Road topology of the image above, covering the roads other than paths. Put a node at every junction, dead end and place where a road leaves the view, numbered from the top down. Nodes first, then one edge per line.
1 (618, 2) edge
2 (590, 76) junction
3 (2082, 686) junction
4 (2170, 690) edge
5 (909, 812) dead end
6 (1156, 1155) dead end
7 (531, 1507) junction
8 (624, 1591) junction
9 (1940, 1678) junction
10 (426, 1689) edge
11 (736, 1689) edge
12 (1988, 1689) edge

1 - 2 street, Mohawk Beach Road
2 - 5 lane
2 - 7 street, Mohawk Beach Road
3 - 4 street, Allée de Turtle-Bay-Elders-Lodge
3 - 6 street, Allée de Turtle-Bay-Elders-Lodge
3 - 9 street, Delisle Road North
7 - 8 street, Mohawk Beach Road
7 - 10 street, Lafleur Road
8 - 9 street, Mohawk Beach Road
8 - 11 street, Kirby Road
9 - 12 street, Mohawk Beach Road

WORK INSTRUCTIONS
Retype all of the records so that every line matches the original exactly.

SOLUTION TO THIS EXERCISE
Road topology of the image above, covering the roads other than paths. Put a node at every junction, dead end and place where a road leaves the view, numbered from the top down. Nodes first, then one edge per line.
1 (618, 2) edge
2 (590, 76) junction
3 (2082, 686) junction
4 (2170, 690) edge
5 (909, 812) dead end
6 (1156, 1155) dead end
7 (531, 1507) junction
8 (624, 1591) junction
9 (1940, 1678) junction
10 (426, 1689) edge
11 (736, 1689) edge
12 (1988, 1689) edge

1 - 2 street, Mohawk Beach Road
2 - 5 lane
2 - 7 street, Mohawk Beach Road
3 - 4 street, Allée de Turtle-Bay-Elders-Lodge
3 - 6 street, Allée de Turtle-Bay-Elders-Lodge
3 - 9 street, Delisle Road North
7 - 8 street, Mohawk Beach Road
7 - 10 street, Lafleur Road
8 - 9 street, Mohawk Beach Road
8 - 11 street, Kirby Road
9 - 12 street, Mohawk Beach Road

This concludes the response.